Ebola: When Poverty Equals Death

Over 2,300 people in West Africa have succumbed to the Ebola epidemic and over 240 of them have been health care workers. Finally, Obama is sending in 3.000 military troops to help deal with the epidemic. It's too bad that the world stood by silently as this epidemic took hold. 

The nations of West Africa are extremely poor. Many “hospitals” there are simply places with beds and a few staffers who may or may not have even gone through medical training. Even before this epidemic, meals were brought in by family members, not provided by the facility.

Training in the handling of contagious disease is haphazard to non-existent but, that is not the reason for the tremendous loss of lives. The majority of deaths of care providers have been due to lack of equipment, understaffing and exhaustion, not negligence. There is not enough protective clothing or personnel to treat, or contain, the infected whose numbers are spiraling out of control.

Guinea, Liberia, Sierra Leone, Nigeria and Senegal are not countries that attract the attention of the pharmaceutical drug industry. A majority of their citizens are black and live at a level of poverty unimaginable in the United States. They have no plumbing, running water and much cooking is done with open fires, not stoves. 

People lives can be saved. Research, that should have been done at the first sign of this new disease, is happening. But vaccines for ebola, like all of our medical care, are available only to those from wealthy nations. Two infected an American medical personnel, a doctor and a nurse, were flown out of Liberia and taken to Emory Hospital in Atlanta, quarantined and given the rare, expensive, experimental drug called Z-mapp, which helped them survive the disease.The infected of Africa, even doctors and nurses have been essentially on their own.

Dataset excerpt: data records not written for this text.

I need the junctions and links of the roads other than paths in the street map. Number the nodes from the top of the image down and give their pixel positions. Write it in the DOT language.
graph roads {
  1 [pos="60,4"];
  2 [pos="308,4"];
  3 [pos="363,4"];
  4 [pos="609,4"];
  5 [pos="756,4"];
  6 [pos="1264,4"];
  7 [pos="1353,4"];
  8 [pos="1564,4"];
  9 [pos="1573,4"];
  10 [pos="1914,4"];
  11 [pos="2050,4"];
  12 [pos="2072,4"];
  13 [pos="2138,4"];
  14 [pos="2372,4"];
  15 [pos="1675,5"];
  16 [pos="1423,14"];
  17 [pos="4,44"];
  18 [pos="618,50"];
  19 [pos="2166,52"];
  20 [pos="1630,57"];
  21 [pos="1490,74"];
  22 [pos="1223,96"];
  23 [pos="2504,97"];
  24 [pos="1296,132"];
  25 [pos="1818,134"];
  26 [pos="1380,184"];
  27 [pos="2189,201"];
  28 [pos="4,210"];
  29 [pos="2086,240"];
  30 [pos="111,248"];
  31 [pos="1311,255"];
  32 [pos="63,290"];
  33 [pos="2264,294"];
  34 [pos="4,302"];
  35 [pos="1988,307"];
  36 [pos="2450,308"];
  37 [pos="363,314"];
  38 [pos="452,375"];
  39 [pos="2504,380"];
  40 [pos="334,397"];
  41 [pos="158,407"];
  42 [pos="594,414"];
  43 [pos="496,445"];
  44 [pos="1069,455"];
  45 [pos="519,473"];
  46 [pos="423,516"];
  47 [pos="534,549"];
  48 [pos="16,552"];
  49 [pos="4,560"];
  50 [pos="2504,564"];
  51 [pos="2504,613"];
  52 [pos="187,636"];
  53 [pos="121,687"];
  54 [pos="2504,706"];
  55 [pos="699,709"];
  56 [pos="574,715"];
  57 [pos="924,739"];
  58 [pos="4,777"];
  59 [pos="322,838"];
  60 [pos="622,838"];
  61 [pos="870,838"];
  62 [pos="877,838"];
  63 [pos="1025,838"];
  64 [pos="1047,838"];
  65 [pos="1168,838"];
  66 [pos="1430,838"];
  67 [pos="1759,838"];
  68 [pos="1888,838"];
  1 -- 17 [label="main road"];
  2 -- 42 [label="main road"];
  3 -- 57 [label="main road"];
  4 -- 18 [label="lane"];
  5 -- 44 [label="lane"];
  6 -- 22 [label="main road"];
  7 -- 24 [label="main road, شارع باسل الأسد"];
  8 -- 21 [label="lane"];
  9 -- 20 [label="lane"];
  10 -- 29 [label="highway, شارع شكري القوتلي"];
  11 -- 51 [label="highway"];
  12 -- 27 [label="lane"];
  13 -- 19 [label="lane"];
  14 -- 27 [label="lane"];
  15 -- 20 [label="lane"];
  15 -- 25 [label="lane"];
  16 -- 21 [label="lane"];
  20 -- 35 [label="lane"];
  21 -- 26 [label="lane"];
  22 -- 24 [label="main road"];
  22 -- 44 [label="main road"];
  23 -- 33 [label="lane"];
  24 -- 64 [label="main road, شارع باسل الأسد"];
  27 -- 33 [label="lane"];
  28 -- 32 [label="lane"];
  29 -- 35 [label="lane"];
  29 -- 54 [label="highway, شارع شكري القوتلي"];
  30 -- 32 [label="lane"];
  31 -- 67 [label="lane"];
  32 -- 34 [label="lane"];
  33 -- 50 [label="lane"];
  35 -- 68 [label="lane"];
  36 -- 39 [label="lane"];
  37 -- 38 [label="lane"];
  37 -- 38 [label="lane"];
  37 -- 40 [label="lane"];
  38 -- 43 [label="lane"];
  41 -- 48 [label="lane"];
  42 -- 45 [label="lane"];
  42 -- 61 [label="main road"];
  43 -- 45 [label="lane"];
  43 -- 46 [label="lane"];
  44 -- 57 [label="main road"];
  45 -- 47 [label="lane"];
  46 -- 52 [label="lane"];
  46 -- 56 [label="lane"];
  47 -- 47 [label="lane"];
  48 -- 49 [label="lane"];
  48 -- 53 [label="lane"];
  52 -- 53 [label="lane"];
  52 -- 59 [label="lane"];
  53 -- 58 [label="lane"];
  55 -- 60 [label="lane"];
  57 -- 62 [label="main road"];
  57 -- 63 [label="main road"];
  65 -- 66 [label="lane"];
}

The pharmaceutical industry has no interest or desire to manufacture complex and costly vaccines when there is no financial incentive to do so. Poor Africans cannot lay down big money to cure themselves or their relatives. This would not be a profitable enterprise like Statin drugs for high cholesterol or Viagra for erectile dysfunction.

The brutally sad truth of the matter is that what drives the search for cures for diseases is this potential monetary windfall. Even if the big medical think tanks found, say, a cure for cancer, they would make sure that what was required would be that people take a certain amount of medication every day for the rest of their lives.This would provide them with continued financial security.

That insures the continued prosperity of Big Pharma. Stocks rise, doctors get samples and desperate people, without adequate health options, find some way to gather the financial resources required to save their lives.

Finding a cure for Ebola offers none of these remunerations. If it did, the epidemic would have been halted in its tracks before it spiraled out of control. Instead, we all are forced to witness the way the so-called developed nations of the first world allow fellow citizens in Africa to be ravaged by a merciless disease!